Collected data
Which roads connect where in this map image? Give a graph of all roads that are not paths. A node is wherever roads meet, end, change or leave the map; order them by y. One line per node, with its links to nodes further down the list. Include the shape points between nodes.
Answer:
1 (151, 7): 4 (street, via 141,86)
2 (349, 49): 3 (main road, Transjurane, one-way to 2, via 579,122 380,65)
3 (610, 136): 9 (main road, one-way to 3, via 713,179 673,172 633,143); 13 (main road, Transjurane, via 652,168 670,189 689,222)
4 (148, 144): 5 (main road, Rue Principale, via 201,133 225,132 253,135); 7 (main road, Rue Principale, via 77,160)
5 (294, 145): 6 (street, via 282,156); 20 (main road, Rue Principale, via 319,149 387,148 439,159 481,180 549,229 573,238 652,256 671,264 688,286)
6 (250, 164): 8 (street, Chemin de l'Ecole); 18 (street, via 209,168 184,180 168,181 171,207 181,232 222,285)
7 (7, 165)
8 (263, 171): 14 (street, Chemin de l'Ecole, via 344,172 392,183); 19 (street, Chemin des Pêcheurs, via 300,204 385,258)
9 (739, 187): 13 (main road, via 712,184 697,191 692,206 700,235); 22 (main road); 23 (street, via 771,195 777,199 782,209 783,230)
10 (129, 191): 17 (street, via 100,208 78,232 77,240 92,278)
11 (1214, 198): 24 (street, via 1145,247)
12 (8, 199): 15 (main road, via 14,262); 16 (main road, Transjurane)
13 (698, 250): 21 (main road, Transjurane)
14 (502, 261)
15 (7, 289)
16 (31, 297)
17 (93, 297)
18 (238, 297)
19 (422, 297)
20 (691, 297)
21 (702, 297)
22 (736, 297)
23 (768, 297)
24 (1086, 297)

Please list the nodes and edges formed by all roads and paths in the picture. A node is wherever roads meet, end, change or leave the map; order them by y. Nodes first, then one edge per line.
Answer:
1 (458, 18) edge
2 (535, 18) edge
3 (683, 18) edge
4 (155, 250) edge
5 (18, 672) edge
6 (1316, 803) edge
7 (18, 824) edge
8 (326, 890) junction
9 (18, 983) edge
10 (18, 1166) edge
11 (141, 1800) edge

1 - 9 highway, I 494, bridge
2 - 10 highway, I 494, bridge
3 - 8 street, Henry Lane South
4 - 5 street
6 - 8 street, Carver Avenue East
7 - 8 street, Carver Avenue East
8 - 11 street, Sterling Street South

= What is required =
The expected answer is every line above in which the word "them" appears.

= Answer to this exercise =
Which roads connect where in this map image? Give a graph of all roads that are not paths. A node is wherever roads meet, end, change or leave the map; order them by y. One line per node, with its links to nodes further down the list. Include the shape points between nodes.
Please list the nodes and edges formed by all roads and paths in the picture. A node is wherever roads meet, end, change or leave the map; order them by y. Nodes first, then one edge per line.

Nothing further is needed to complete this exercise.